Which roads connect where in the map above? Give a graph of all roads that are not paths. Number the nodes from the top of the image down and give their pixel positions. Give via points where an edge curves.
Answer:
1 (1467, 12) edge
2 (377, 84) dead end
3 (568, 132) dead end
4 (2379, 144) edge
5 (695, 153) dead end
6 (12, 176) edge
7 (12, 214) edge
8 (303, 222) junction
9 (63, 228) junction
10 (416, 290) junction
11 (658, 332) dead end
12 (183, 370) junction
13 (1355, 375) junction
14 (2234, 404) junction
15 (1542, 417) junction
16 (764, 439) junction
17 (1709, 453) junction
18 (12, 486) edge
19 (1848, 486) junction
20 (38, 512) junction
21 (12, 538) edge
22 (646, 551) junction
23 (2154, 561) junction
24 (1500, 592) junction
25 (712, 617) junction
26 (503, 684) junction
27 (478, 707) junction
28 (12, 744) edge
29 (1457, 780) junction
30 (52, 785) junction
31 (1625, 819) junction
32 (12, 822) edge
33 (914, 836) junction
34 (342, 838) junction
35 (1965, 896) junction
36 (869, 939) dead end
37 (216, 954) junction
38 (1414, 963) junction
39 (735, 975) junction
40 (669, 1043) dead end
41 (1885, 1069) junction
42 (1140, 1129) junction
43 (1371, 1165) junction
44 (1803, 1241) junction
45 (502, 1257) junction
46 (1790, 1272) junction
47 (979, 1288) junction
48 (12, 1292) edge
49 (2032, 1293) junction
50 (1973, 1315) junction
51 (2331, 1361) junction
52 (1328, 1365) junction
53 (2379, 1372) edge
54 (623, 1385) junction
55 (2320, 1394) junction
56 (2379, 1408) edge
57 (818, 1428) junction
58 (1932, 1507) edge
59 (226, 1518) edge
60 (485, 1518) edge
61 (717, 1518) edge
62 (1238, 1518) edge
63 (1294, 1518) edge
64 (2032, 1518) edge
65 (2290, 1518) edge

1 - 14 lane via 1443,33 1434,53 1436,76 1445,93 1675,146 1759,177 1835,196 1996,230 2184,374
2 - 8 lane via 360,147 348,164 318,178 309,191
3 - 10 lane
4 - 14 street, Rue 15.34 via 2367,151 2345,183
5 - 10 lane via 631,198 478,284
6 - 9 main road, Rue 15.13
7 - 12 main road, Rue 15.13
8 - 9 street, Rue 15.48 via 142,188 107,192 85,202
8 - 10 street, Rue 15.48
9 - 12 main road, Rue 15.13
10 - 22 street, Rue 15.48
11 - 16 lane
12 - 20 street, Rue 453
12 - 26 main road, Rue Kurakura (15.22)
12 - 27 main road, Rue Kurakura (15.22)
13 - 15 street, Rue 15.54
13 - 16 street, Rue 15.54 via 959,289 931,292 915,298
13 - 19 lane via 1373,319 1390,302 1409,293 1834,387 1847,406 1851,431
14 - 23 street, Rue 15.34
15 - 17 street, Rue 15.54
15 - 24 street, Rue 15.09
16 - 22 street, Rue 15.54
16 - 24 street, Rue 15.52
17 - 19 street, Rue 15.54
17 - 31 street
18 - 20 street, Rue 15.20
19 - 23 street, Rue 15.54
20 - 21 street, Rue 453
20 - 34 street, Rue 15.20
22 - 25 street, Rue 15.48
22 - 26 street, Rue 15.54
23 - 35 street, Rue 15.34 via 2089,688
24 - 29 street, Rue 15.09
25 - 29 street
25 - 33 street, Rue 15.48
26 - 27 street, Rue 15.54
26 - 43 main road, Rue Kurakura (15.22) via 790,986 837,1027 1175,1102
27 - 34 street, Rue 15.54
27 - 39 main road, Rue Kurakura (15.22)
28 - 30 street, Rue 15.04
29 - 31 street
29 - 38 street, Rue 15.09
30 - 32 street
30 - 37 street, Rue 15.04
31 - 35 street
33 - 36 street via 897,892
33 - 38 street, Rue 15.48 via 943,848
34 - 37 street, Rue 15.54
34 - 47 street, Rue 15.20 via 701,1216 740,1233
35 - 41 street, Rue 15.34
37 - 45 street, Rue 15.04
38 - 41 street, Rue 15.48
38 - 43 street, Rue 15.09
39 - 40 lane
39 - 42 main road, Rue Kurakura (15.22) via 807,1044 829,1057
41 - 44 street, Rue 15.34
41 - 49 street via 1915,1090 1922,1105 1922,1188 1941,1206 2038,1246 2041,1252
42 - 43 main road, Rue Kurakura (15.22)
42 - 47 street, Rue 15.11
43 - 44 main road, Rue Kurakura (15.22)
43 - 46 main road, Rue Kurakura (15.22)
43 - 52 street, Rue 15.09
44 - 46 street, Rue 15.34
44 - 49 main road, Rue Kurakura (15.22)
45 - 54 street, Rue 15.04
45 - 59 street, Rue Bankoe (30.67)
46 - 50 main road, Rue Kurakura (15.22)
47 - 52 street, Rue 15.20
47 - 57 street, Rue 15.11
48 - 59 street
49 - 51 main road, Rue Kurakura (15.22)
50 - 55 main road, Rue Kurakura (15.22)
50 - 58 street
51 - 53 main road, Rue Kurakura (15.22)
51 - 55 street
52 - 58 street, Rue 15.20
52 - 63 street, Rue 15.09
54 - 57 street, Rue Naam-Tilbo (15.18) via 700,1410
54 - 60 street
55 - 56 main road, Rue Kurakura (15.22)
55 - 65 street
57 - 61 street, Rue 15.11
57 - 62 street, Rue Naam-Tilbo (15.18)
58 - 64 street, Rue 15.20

◆ Exercise prompt:
Lines above with "Naam": state how many, nothing more.

◆ Written reply:
2